Hate Policies and Community Guidelines
Online platforms must have comprehensive hate policies to let users know what is or is not acceptable, and guide their own content moderation efforts. These hate policies should prohibit content or behavior targeting marginalized individuals or groups. ADL thus looked at whether technology companies had a broad policy or a set of community guidelines around hateful content on their platforms. Tech companies earned a score for the following:
- Metric #1: Does the policy explicitly mention religion, race, or ethnicity?
All nine of the platforms ADL analyzed have general hate policies that explicitly mention protected groups and cover religion, race, or ethnicity.
Broad hate policies are also important because antisemitism online can take many forms. Perpetrators target Jewish people online based on a variety of actual or perceived characteristics that play to racial, ethnic, or religious bias.
For example, one post, which ADL reported to Twitter, advances a racist and antisemitic conspiracy theory about “Jews” wanting to dominate “the Blacks,” using the common antisemitic trope of a thirst for power. ADL reported this as violative of Twitter’s rules regarding hate speech. While Twitter’s hate speech policy does explicitly mention multiple protected groups, its reporting interface does not allow a user to specify the protected group being targeted.
In that post (above), ADL felt that the antisemitism on display did not necessarily target Jews based on their faith, but instead posited Jewishness as a racial or ethnic identity that exists to manipulate and dominate Black Americans for the “benefit of the Soviet Union.”
In another example, the above post — also reported to Instagram as part of this investigation — explicitly targeted Jews and Judaism in a religion-based attack, calling the practice of Judaism the “synagogue of Satan.”
These two examples illustrate some of the multi-dimensional ways that antisemitism manifests on social media. Given this complex context, platforms need policies against hate that explicitly mention religion, race and ethnicity (among other protected groups) to effectively address online antisemitism because focusing solely on the targeting of Jews based on religion might not give content moderators at platforms the flexibility, understanding and tools they need to effectively address the ways in which content expresses hatred of Jews.
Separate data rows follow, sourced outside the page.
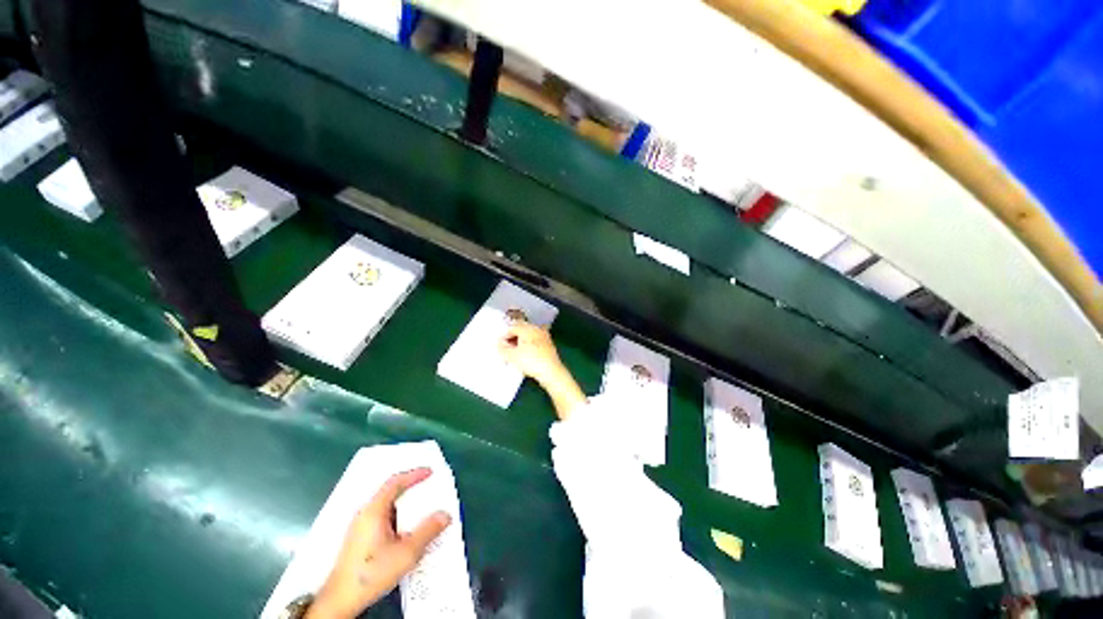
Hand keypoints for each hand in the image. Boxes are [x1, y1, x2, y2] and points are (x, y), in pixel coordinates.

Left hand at [307, 468, 451, 618]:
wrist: (339, 601)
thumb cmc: (371, 573)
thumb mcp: (406, 553)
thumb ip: (427, 531)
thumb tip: (445, 515)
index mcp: (374, 511)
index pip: (395, 482)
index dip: (414, 474)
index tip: (430, 471)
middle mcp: (364, 514)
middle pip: (389, 492)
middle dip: (410, 488)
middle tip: (428, 488)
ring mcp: (359, 527)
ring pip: (385, 506)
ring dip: (403, 504)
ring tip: (420, 509)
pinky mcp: (357, 539)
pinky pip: (381, 517)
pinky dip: (396, 516)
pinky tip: (404, 530)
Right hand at [498, 322, 567, 384]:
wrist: (551, 371)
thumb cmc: (531, 361)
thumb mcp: (512, 356)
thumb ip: (503, 348)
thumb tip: (499, 343)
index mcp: (527, 328)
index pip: (512, 327)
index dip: (504, 336)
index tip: (500, 345)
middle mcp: (536, 329)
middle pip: (521, 329)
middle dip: (513, 337)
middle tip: (507, 348)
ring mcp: (544, 336)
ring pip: (529, 335)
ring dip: (521, 341)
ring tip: (515, 353)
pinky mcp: (548, 344)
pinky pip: (535, 341)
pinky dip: (529, 345)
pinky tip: (526, 355)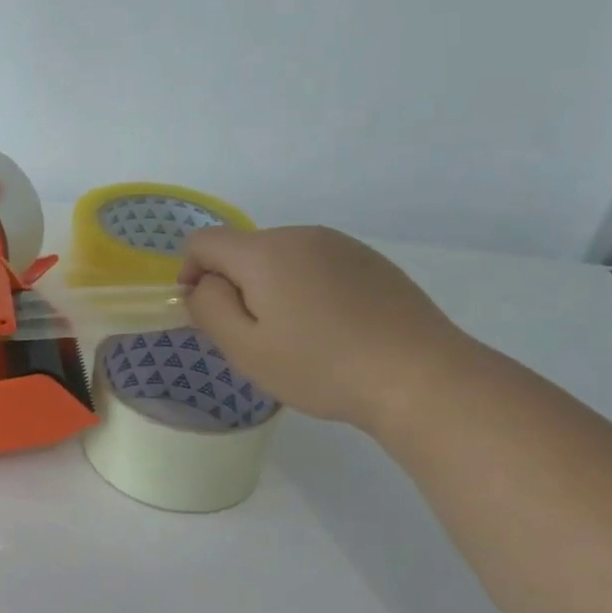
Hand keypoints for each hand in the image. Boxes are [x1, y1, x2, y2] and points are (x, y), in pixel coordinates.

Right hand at [178, 225, 476, 435]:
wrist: (421, 377)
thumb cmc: (321, 366)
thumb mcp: (245, 348)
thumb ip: (208, 308)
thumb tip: (203, 284)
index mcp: (264, 252)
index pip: (203, 242)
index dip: (190, 273)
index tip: (206, 314)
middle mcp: (300, 235)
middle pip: (244, 250)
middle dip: (235, 285)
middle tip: (254, 337)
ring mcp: (341, 245)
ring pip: (282, 258)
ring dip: (272, 287)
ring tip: (297, 336)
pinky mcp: (371, 261)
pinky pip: (318, 265)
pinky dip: (307, 289)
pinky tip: (333, 328)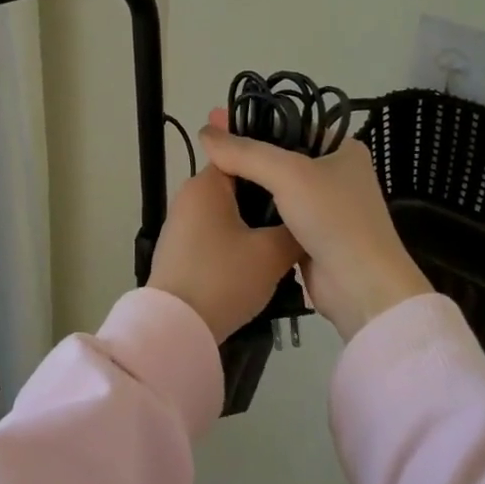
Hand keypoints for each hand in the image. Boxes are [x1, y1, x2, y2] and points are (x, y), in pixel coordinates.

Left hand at [147, 165, 302, 342]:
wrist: (177, 328)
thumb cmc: (223, 278)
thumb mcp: (271, 254)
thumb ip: (295, 231)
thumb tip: (307, 222)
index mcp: (206, 184)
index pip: (244, 156)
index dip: (275, 165)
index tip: (303, 180)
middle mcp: (189, 196)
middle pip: (238, 185)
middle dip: (269, 198)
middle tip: (303, 212)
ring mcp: (181, 224)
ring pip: (229, 212)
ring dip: (255, 223)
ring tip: (289, 237)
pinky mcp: (180, 250)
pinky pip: (216, 233)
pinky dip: (238, 240)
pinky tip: (261, 259)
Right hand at [199, 109, 431, 341]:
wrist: (361, 287)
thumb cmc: (333, 218)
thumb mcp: (288, 174)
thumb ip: (244, 152)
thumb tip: (205, 132)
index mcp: (342, 148)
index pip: (290, 125)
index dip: (252, 124)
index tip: (215, 122)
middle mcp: (335, 173)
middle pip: (280, 156)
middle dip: (245, 154)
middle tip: (206, 148)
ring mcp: (324, 206)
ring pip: (276, 187)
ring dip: (247, 184)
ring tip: (208, 174)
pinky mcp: (311, 235)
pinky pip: (275, 214)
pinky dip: (254, 211)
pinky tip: (224, 205)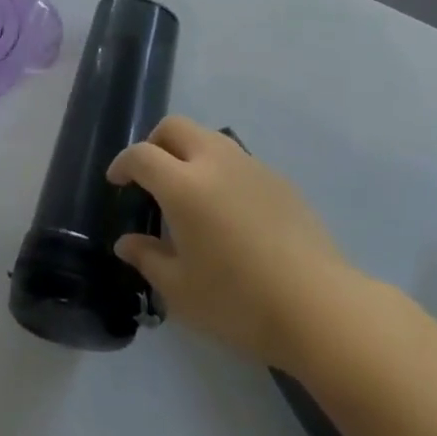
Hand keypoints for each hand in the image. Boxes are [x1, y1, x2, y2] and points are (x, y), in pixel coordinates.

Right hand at [108, 117, 358, 366]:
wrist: (319, 308)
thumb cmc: (240, 303)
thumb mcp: (182, 292)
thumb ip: (148, 260)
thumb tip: (126, 242)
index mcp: (184, 185)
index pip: (142, 155)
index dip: (123, 163)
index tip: (117, 180)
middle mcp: (214, 161)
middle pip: (175, 127)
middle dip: (155, 142)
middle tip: (149, 175)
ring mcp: (249, 165)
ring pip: (208, 137)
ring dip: (189, 151)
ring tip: (188, 190)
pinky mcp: (277, 178)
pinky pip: (236, 159)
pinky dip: (219, 169)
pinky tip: (227, 209)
Reporting Effectiveness and Transparency
Beyond having clear and comprehensive policies, platforms must also communicate with their users about content management decisions. Users deserve to know that platforms will thoughtfully review their reports of hateful content. ADL established six categories in the report card to evaluate how well platforms responded to users’ reports. Platforms earned scores for the following:
Four of these six categories focused on platforms’ responses to reports from an ordinary user:
- Metric #2: Did the platform respond within 24 to 72 hours?
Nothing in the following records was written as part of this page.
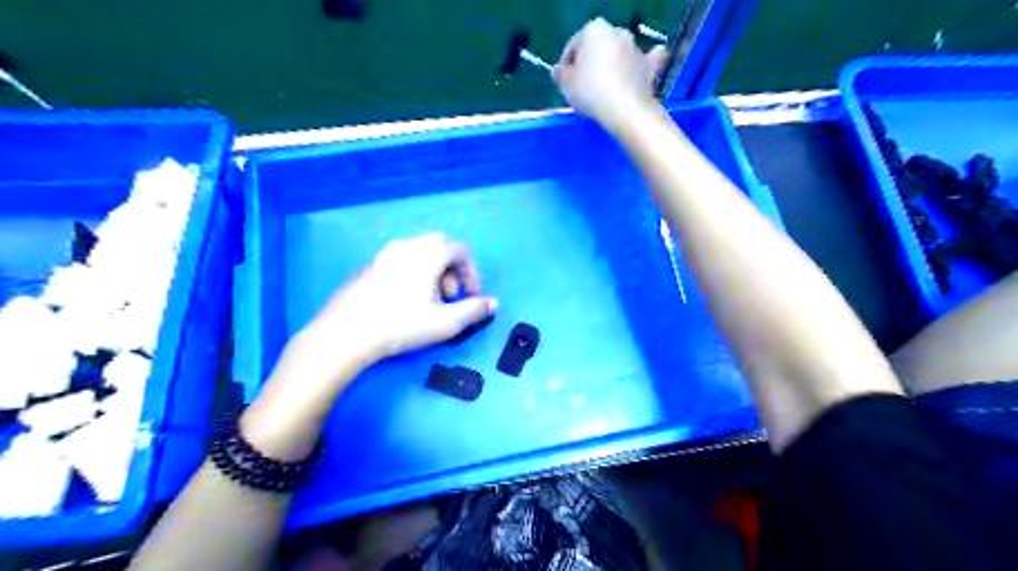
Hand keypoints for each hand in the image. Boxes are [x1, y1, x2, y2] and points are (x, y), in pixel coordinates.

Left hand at [304, 232, 500, 363]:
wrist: (345, 333)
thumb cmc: (400, 325)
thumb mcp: (446, 323)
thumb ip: (475, 310)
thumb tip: (493, 303)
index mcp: (428, 254)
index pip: (461, 249)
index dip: (472, 271)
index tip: (471, 296)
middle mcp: (407, 245)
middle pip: (440, 245)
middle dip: (452, 269)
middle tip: (449, 296)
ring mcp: (384, 254)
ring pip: (419, 252)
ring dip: (433, 271)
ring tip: (428, 300)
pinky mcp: (369, 266)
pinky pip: (400, 260)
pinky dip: (412, 272)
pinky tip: (403, 300)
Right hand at [557, 18, 669, 129]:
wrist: (625, 110)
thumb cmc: (590, 92)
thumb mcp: (566, 84)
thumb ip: (560, 74)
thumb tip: (559, 70)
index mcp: (594, 30)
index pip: (574, 46)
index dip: (567, 64)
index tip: (564, 82)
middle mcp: (617, 32)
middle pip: (597, 48)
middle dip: (590, 63)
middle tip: (583, 86)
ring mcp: (636, 48)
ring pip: (618, 55)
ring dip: (611, 66)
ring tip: (603, 89)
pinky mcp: (649, 65)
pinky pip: (644, 63)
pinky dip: (641, 66)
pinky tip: (639, 71)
- Metric #3: Was the user notified whether the content they reported violated a specific platform policy (or was not violative)?
- Metric #4: Was the content removed or otherwise actioned as a result of the report?
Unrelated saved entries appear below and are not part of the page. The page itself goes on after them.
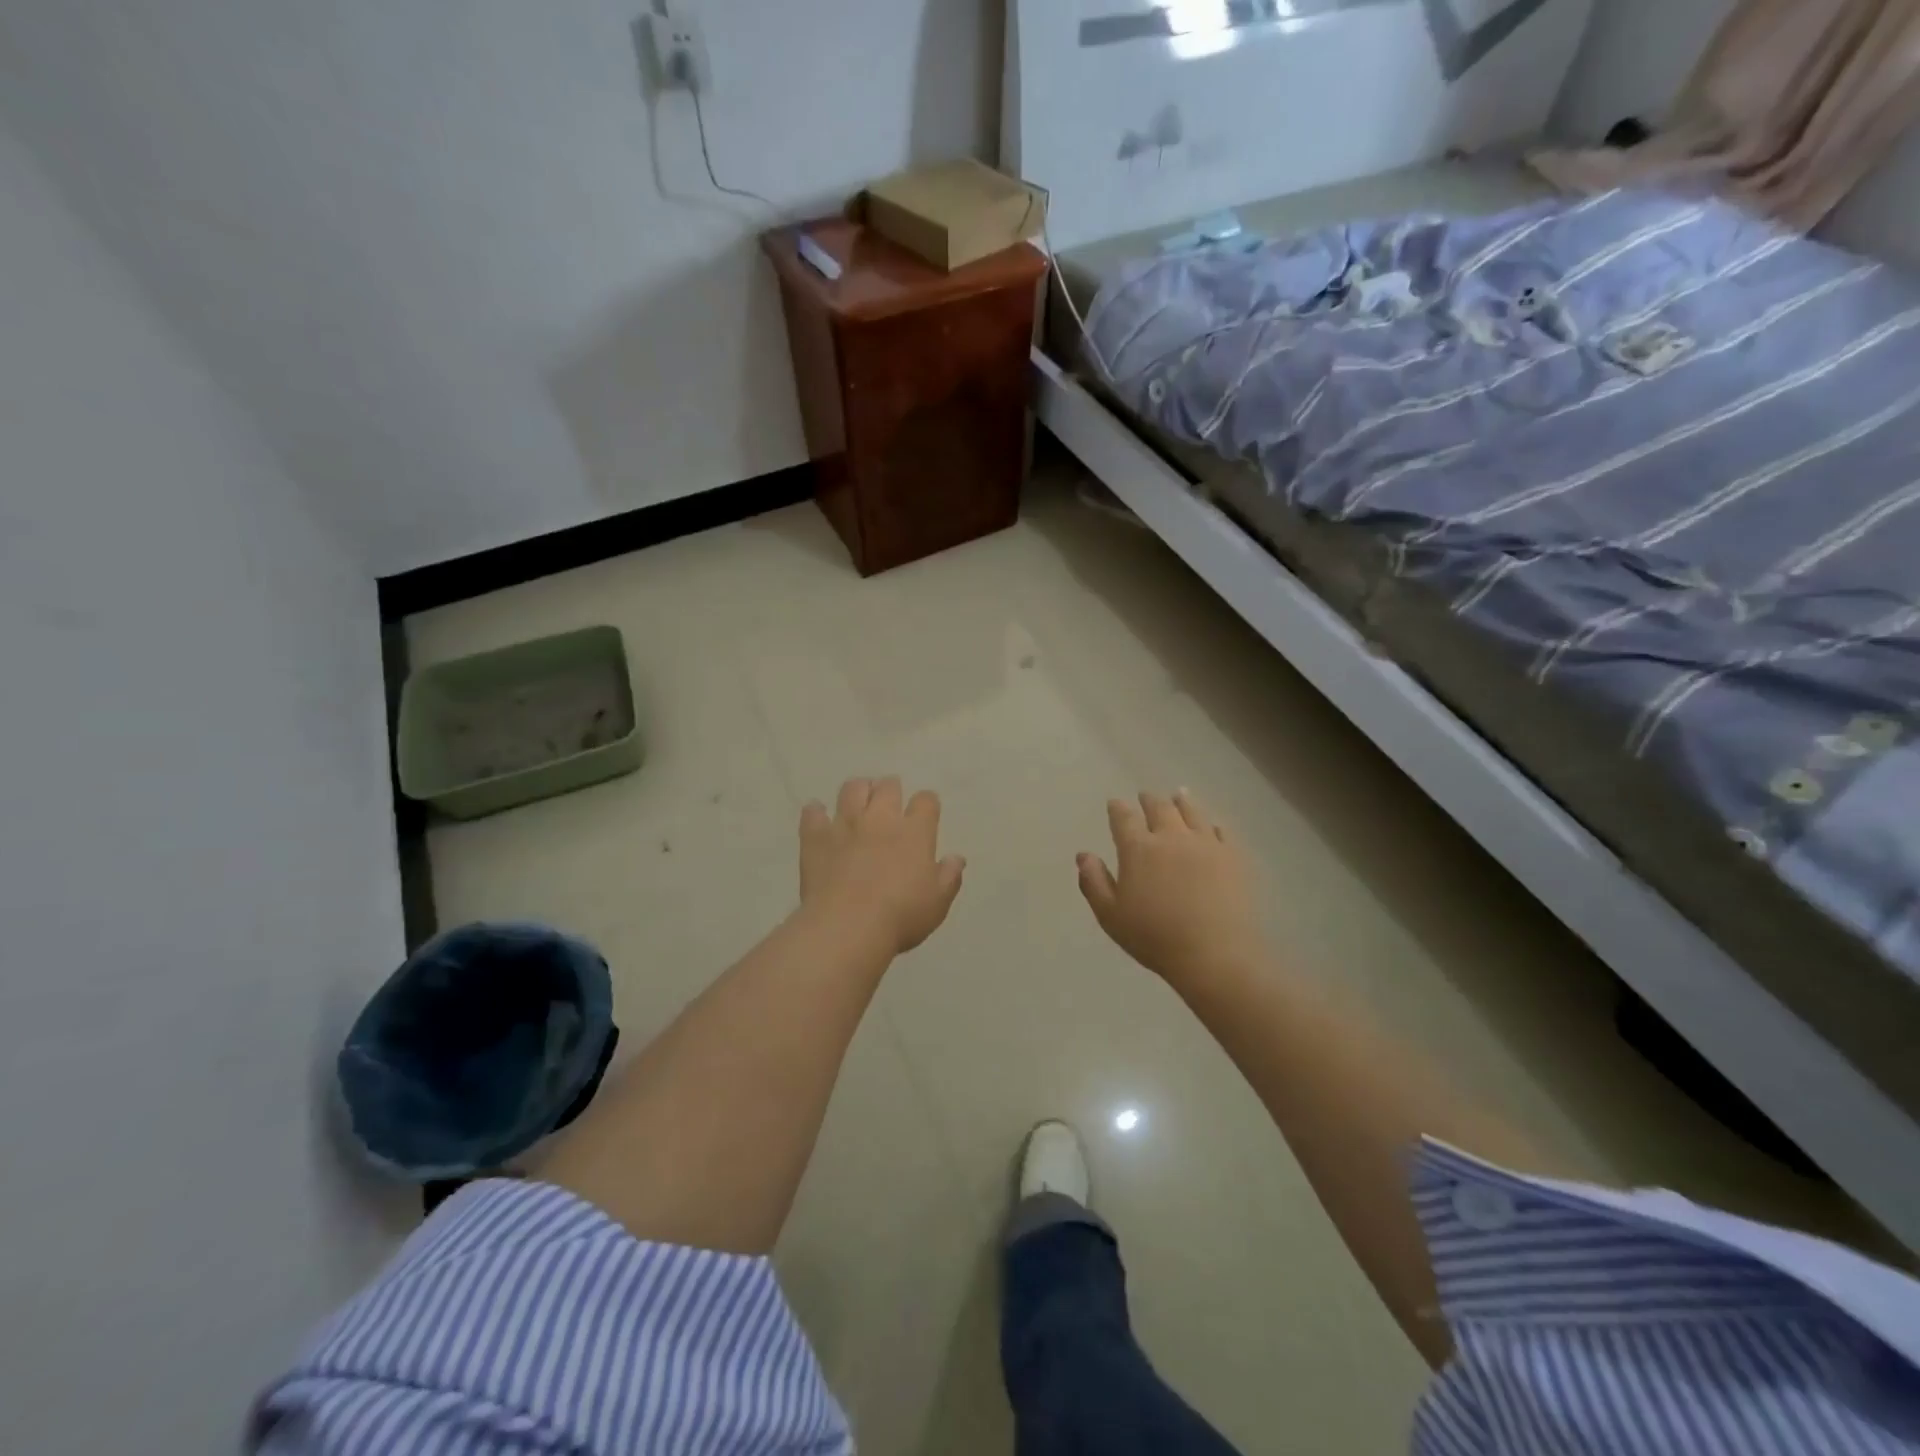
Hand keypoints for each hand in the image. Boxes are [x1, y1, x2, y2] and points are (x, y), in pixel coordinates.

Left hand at [800, 777, 965, 955]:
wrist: (848, 927)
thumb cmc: (900, 916)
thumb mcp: (937, 903)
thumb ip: (949, 877)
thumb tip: (956, 858)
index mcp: (915, 832)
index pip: (926, 801)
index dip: (927, 804)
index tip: (925, 814)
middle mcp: (880, 818)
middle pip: (888, 786)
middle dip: (891, 790)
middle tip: (889, 804)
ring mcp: (845, 824)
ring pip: (852, 788)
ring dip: (858, 791)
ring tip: (858, 803)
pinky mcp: (816, 837)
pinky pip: (813, 813)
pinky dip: (816, 812)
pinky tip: (819, 819)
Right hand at [1078, 790, 1264, 988]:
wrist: (1215, 954)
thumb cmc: (1155, 938)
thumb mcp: (1110, 916)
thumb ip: (1094, 882)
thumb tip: (1083, 855)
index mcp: (1138, 849)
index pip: (1124, 818)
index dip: (1117, 808)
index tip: (1114, 803)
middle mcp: (1171, 837)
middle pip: (1159, 808)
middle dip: (1149, 800)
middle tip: (1145, 796)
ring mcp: (1206, 844)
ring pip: (1192, 812)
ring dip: (1182, 801)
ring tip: (1179, 794)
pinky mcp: (1233, 856)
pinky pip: (1222, 831)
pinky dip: (1213, 824)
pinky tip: (1212, 824)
Two categories focused on platforms’ responses to reports from trusted flaggers:
- Metric #5: Does the platform have a trusted flagger program?
- Metric #6: Did the platform take action on content reported through its trusted flagger program?
ADL gave the highest scores to platforms that responded within 24 hours to user reports with the results of their investigations and enforcement decisions and lower scores if they replied within 72 hours. ADL gave a score of zero if the response was received after 72 hours.
Notably, none of the “ordinary user” reports received a response that provided a specific reason as to why the platform did or did not take action. This lack of transparency on the rationale for the decisions behind content moderation is troubling. Users have reported to ADL their frustration when they are not told why a piece of content was or was not removed; they have no way of knowing whether platforms carefully reviewed their reports or how those platforms do or do not apply their policies.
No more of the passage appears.